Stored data
-- Opening Marker --

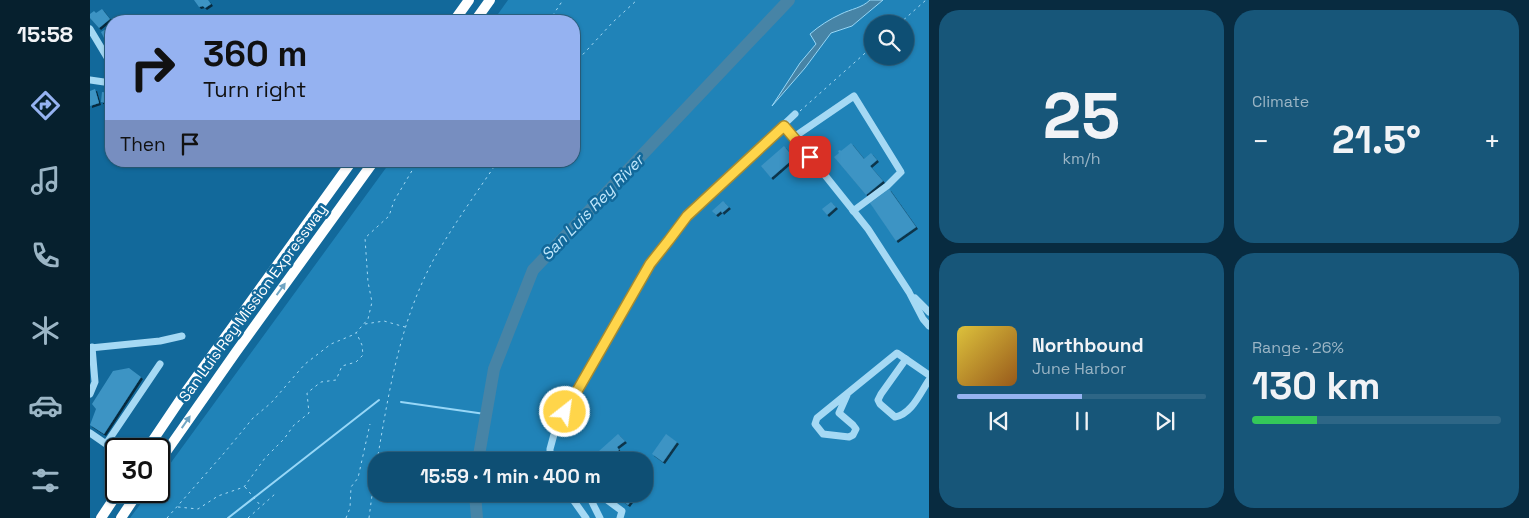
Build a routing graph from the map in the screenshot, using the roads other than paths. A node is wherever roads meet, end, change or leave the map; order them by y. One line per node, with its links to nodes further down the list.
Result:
1 (469, 0): 3 (highway)
2 (490, 0): 4 (highway)
3 (458, 15)
4 (479, 15)
5 (90, 29): 6 (street)
6 (105, 54)
7 (90, 80): 8 (street)
8 (105, 83)
9 (795, 114): 10 (street)
10 (784, 126): 11 (street); 29 (street)
11 (794, 137): 14 (street); 14 (street)
12 (348, 167): 27 (highway, San Luis Rey Mission Expressway)
13 (370, 167): 28 (highway, San Luis Rey Mission Expressway, one-way to 13)
14 (853, 211): 15 (street)
15 (909, 292): 16 (street); 17 (street)
16 (929, 312)
17 (929, 326)
18 (182, 336): 19 (street)
19 (91, 348): 24 (street)
20 (906, 359): 22 (street); 23 (street); 25 (street)
21 (160, 364): 26 (street)
22 (929, 375)
23 (929, 380)
24 (90, 394)
25 (847, 395): 25 (street)
26 (90, 433)
27 (154, 438)
28 (170, 446)
29 (550, 452)
30 (576, 502): 37 (street)
31 (592, 502): 38 (street)
32 (610, 502): 39 (street)
33 (110, 503): 35 (highway)
34 (131, 503): 36 (highway)
35 (101, 518)
36 (121, 518)
37 (586, 518)
38 (600, 518)
39 (620, 518)

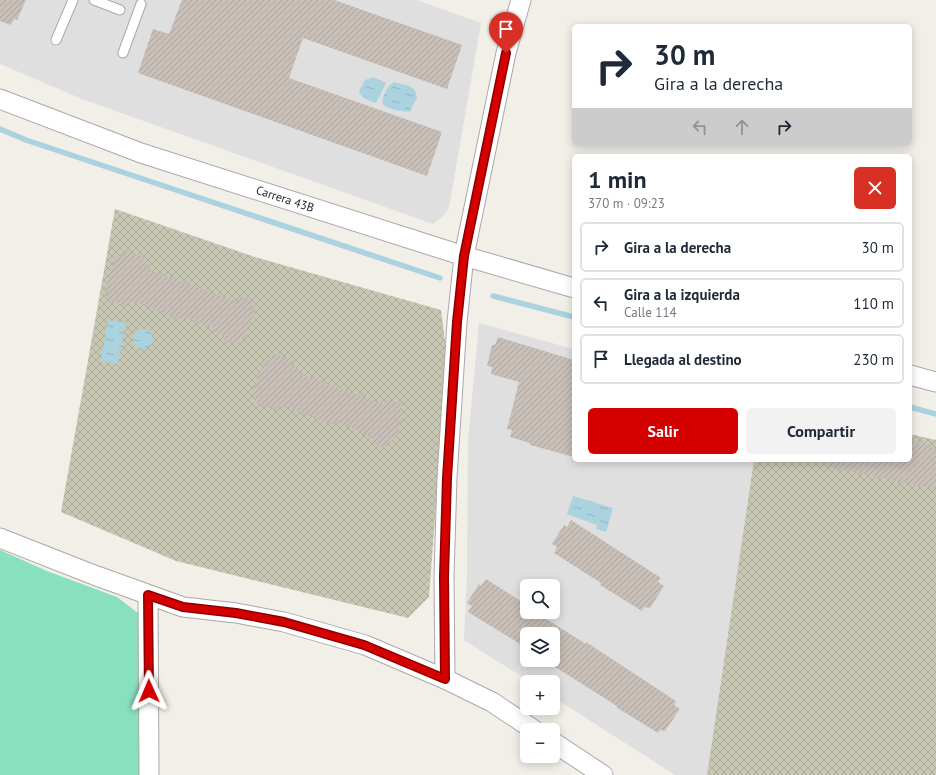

-- Closing Marker --

Task goal. The result should be a word-for-word restatement of all the data, without images.

Solution to the problem.
Build a routing graph from the map in the screenshot, using the roads other than paths. A node is wherever roads meet, end, change or leave the map; order them by y. One line per node, with its links to nodes further down the list.
Result:
1 (469, 0): 3 (highway)
2 (490, 0): 4 (highway)
3 (458, 15)
4 (479, 15)
5 (90, 29): 6 (street)
6 (105, 54)
7 (90, 80): 8 (street)
8 (105, 83)
9 (795, 114): 10 (street)
10 (784, 126): 11 (street); 29 (street)
11 (794, 137): 14 (street); 14 (street)
12 (348, 167): 27 (highway, San Luis Rey Mission Expressway)
13 (370, 167): 28 (highway, San Luis Rey Mission Expressway, one-way to 13)
14 (853, 211): 15 (street)
15 (909, 292): 16 (street); 17 (street)
16 (929, 312)
17 (929, 326)
18 (182, 336): 19 (street)
19 (91, 348): 24 (street)
20 (906, 359): 22 (street); 23 (street); 25 (street)
21 (160, 364): 26 (street)
22 (929, 375)
23 (929, 380)
24 (90, 394)
25 (847, 395): 25 (street)
26 (90, 433)
27 (154, 438)
28 (170, 446)
29 (550, 452)
30 (576, 502): 37 (street)
31 (592, 502): 38 (street)
32 (610, 502): 39 (street)
33 (110, 503): 35 (highway)
34 (131, 503): 36 (highway)
35 (101, 518)
36 (121, 518)
37 (586, 518)
38 (600, 518)
39 (620, 518)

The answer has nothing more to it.